[Data excerpts]
* * * * *

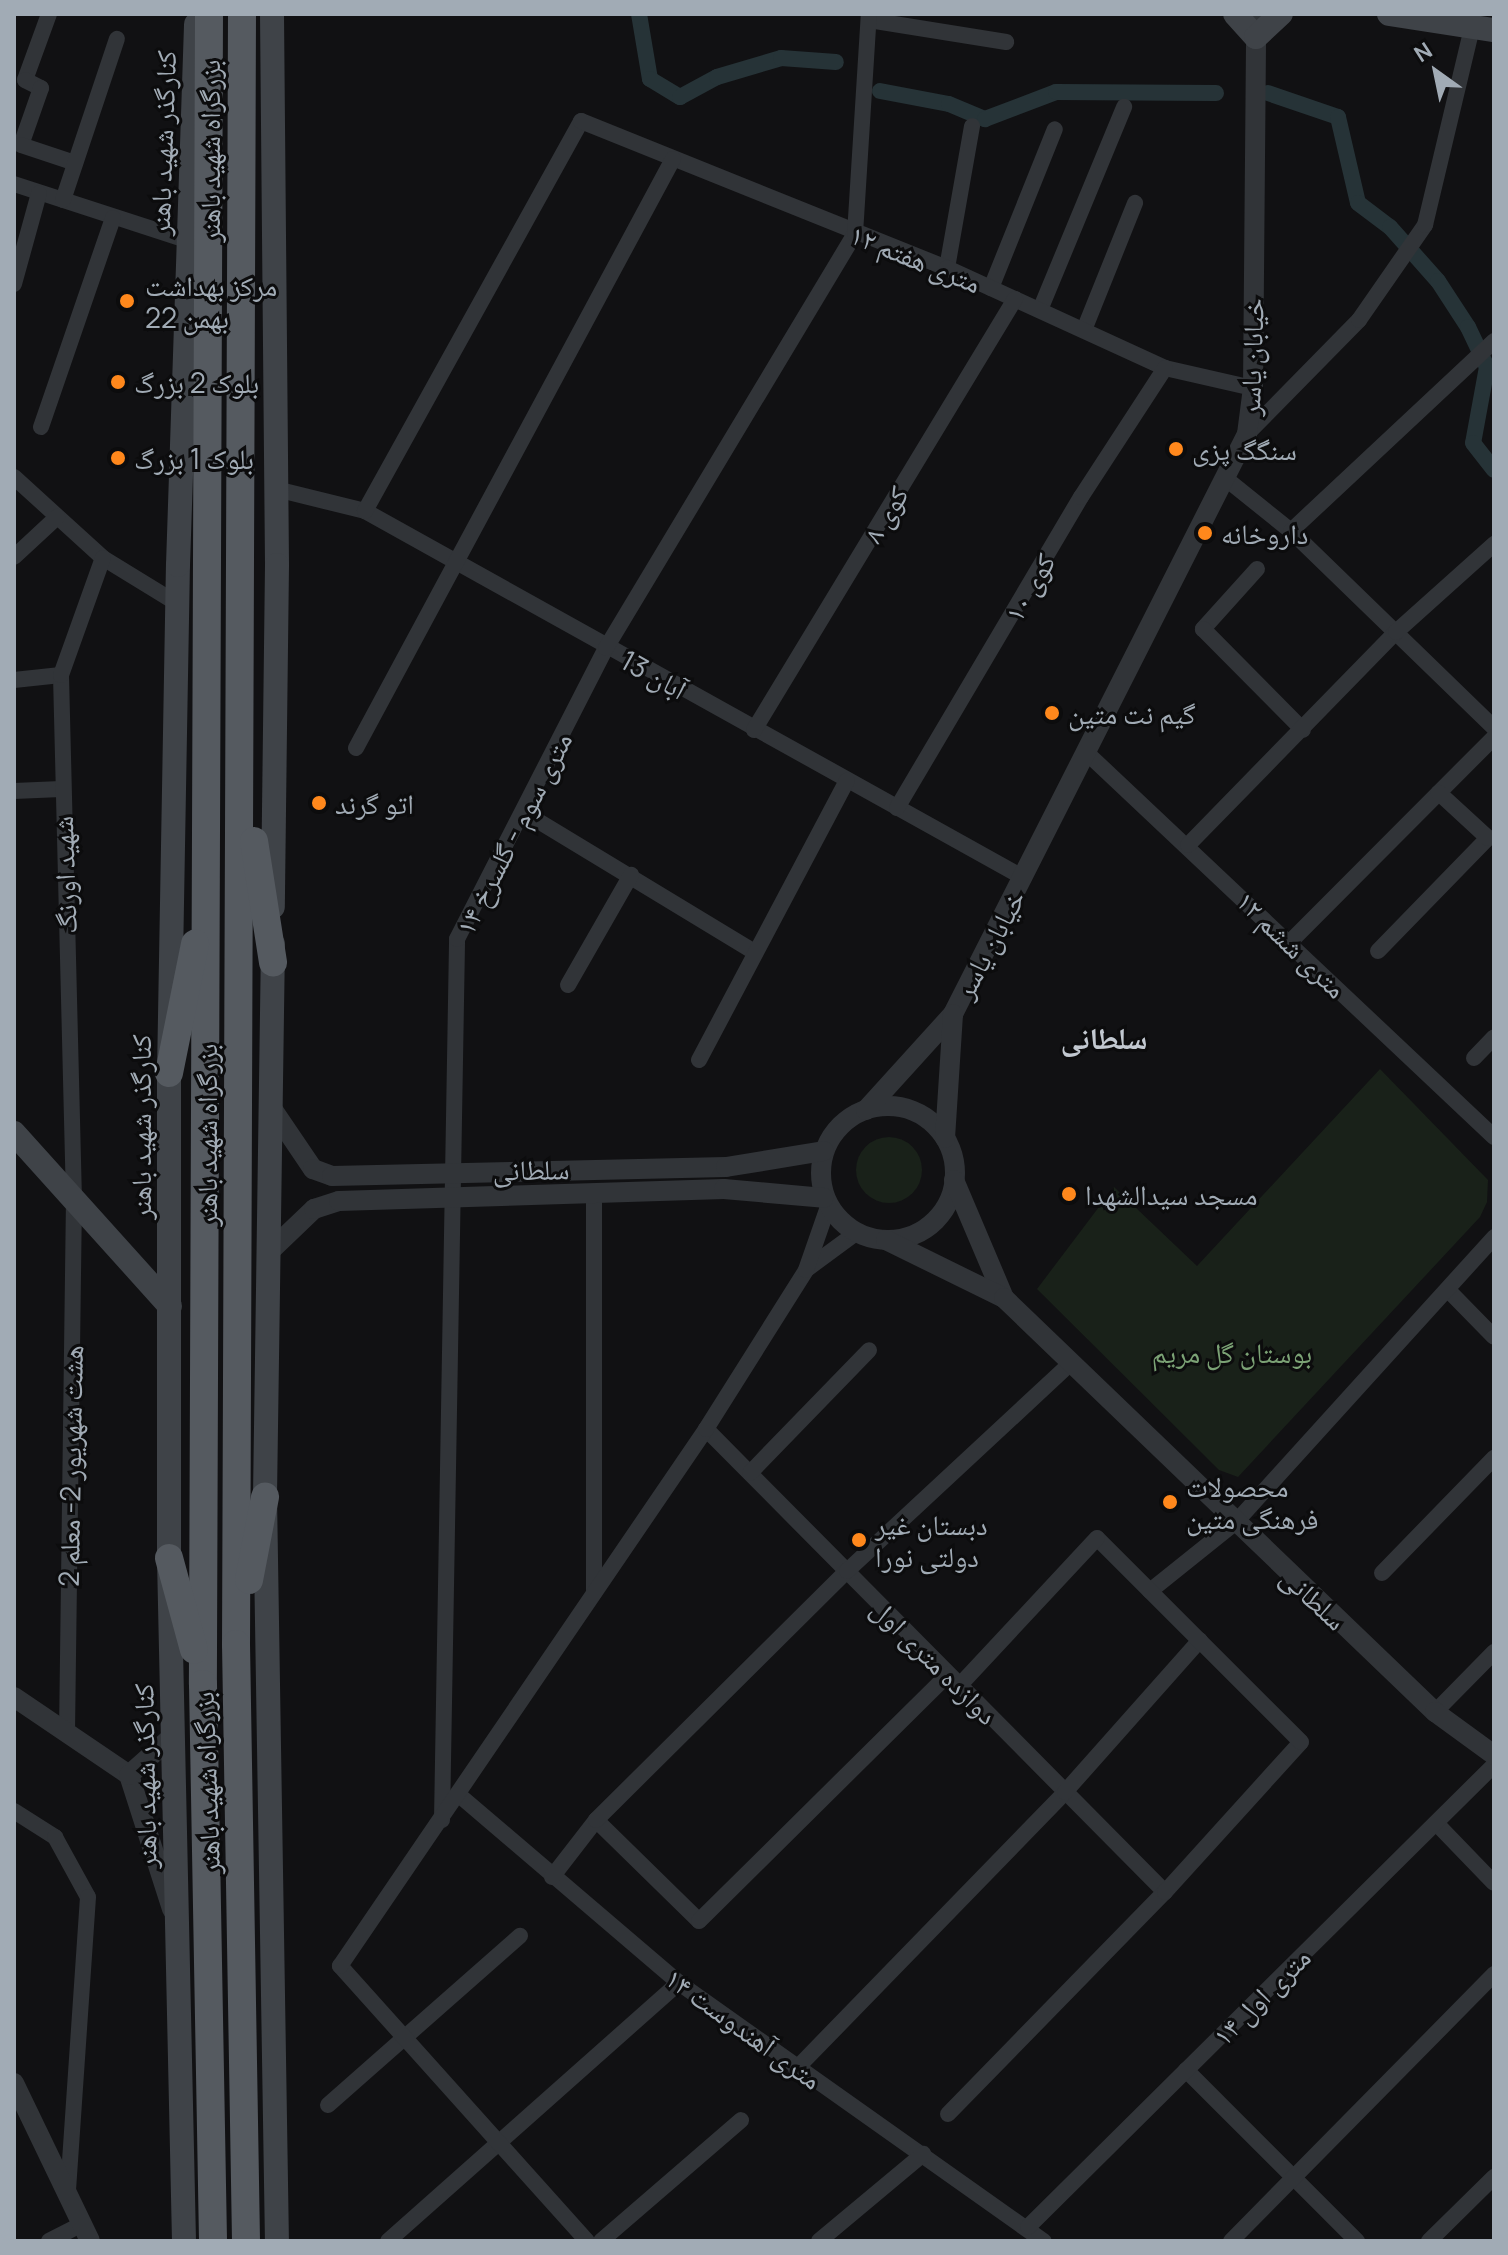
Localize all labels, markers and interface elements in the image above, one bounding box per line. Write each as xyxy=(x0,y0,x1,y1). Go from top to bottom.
north arrow xyxy=(1396,32,1476,112)
text: N xyxy=(1408,35,1438,69)
street label: کنارگذر شهید باهنر xyxy=(142,50,182,236)
street label: بزرگراه شهید باهنر xyxy=(192,60,226,242)
street label: ۱۲ متری هفتم xyxy=(846,217,986,299)
place label: مرکز بهداشت 22 بهمن xyxy=(145,268,277,334)
marker: مرکز بهداشت 22 بهمن xyxy=(116,290,138,312)
street label: خیابان یاسر xyxy=(1232,297,1270,417)
place label: بلوک 2 بزرگ xyxy=(134,365,259,399)
marker: بلوک 2 بزرگ xyxy=(109,373,127,391)
place label: سنگگ پزی xyxy=(1192,432,1297,466)
marker: سنگگ پزی xyxy=(1167,440,1185,458)
place label: بلوک 1 بزرگ xyxy=(134,441,254,475)
marker: بلوک 1 بزرگ xyxy=(109,449,127,467)
street label: کوی ۸ xyxy=(855,480,915,548)
place label: داروخانه xyxy=(1221,516,1308,550)
marker: داروخانه xyxy=(1196,524,1214,542)
street label: کوی ۱۰ xyxy=(996,547,1062,627)
street label: 13 آبان xyxy=(615,642,693,706)
place label: گیم نت متین xyxy=(1068,696,1196,730)
marker: گیم نت متین xyxy=(1043,704,1061,722)
street label: ۱۴ متری سوم - گلسرخ xyxy=(448,726,578,940)
place label: اتو گرند xyxy=(335,786,414,820)
marker: اتو گرند xyxy=(310,794,328,812)
street label: شهید اورنگ xyxy=(45,815,83,935)
street label: ۱۲ متری ششم xyxy=(1230,883,1354,1005)
street label: خیابان یاسر xyxy=(946,884,1032,1004)
district label: سلطانی xyxy=(1060,1020,1148,1056)
street label: کنارگذر شهید باهنر xyxy=(123,1034,157,1220)
street label: بزرگراه شهید باهنر xyxy=(189,1044,223,1226)
street label: سلطانی xyxy=(492,1152,570,1186)
place label: مسجد سیدالشهدا xyxy=(1085,1177,1257,1211)
marker: مسجد سیدالشهدا xyxy=(1060,1185,1078,1203)
park label: بوستان گل مریم xyxy=(1152,1335,1312,1369)
street label: هشت شهریور 2- معلم 2 xyxy=(51,1345,89,1587)
place label: محصولات فرهنگی متین xyxy=(1186,1469,1318,1535)
marker: محصولات فرهنگی متین xyxy=(1161,1493,1179,1511)
place label: دبستان غیر دولتی نورا xyxy=(875,1507,988,1573)
marker: دبستان غیر دولتی نورا xyxy=(850,1531,868,1549)
street label: سلطانی xyxy=(1274,1559,1354,1637)
street label: دوازده متری اول xyxy=(865,1591,1005,1731)
street label: کنارگذر شهید باهنر xyxy=(126,1683,162,1869)
street label: بزرگراه شهید باهنر xyxy=(186,1691,226,1875)
street label: ۱۴ متری اول xyxy=(1205,1940,1317,2052)
street label: ۱۴ متری آهندوست xyxy=(659,1960,829,2096)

* * * * *

● About this exercise: Output the records above unchanged, minus their pictures.

● Answer to the exercise:
Localize all labels, markers and interface elements in the image above, one bounding box per line. Write each as xyxy=(x0,y0,x1,y1). Go from top to bottom.
north arrow xyxy=(1396,32,1476,112)
text: N xyxy=(1408,35,1438,69)
street label: کنارگذر شهید باهنر xyxy=(142,50,182,236)
street label: بزرگراه شهید باهنر xyxy=(192,60,226,242)
street label: ۱۲ متری هفتم xyxy=(846,217,986,299)
place label: مرکز بهداشت 22 بهمن xyxy=(145,268,277,334)
marker: مرکز بهداشت 22 بهمن xyxy=(116,290,138,312)
street label: خیابان یاسر xyxy=(1232,297,1270,417)
place label: بلوک 2 بزرگ xyxy=(134,365,259,399)
marker: بلوک 2 بزرگ xyxy=(109,373,127,391)
place label: سنگگ پزی xyxy=(1192,432,1297,466)
marker: سنگگ پزی xyxy=(1167,440,1185,458)
place label: بلوک 1 بزرگ xyxy=(134,441,254,475)
marker: بلوک 1 بزرگ xyxy=(109,449,127,467)
street label: کوی ۸ xyxy=(855,480,915,548)
place label: داروخانه xyxy=(1221,516,1308,550)
marker: داروخانه xyxy=(1196,524,1214,542)
street label: کوی ۱۰ xyxy=(996,547,1062,627)
street label: 13 آبان xyxy=(615,642,693,706)
place label: گیم نت متین xyxy=(1068,696,1196,730)
marker: گیم نت متین xyxy=(1043,704,1061,722)
street label: ۱۴ متری سوم - گلسرخ xyxy=(448,726,578,940)
place label: اتو گرند xyxy=(335,786,414,820)
marker: اتو گرند xyxy=(310,794,328,812)
street label: شهید اورنگ xyxy=(45,815,83,935)
street label: ۱۲ متری ششم xyxy=(1230,883,1354,1005)
street label: خیابان یاسر xyxy=(946,884,1032,1004)
district label: سلطانی xyxy=(1060,1020,1148,1056)
street label: کنارگذر شهید باهنر xyxy=(123,1034,157,1220)
street label: بزرگراه شهید باهنر xyxy=(189,1044,223,1226)
street label: سلطانی xyxy=(492,1152,570,1186)
place label: مسجد سیدالشهدا xyxy=(1085,1177,1257,1211)
marker: مسجد سیدالشهدا xyxy=(1060,1185,1078,1203)
park label: بوستان گل مریم xyxy=(1152,1335,1312,1369)
street label: هشت شهریور 2- معلم 2 xyxy=(51,1345,89,1587)
place label: محصولات فرهنگی متین xyxy=(1186,1469,1318,1535)
marker: محصولات فرهنگی متین xyxy=(1161,1493,1179,1511)
place label: دبستان غیر دولتی نورا xyxy=(875,1507,988,1573)
marker: دبستان غیر دولتی نورا xyxy=(850,1531,868,1549)
street label: سلطانی xyxy=(1274,1559,1354,1637)
street label: دوازده متری اول xyxy=(865,1591,1005,1731)
street label: کنارگذر شهید باهنر xyxy=(126,1683,162,1869)
street label: بزرگراه شهید باهنر xyxy=(186,1691,226,1875)
street label: ۱۴ متری اول xyxy=(1205,1940,1317,2052)
street label: ۱۴ متری آهندوست xyxy=(659,1960,829,2096)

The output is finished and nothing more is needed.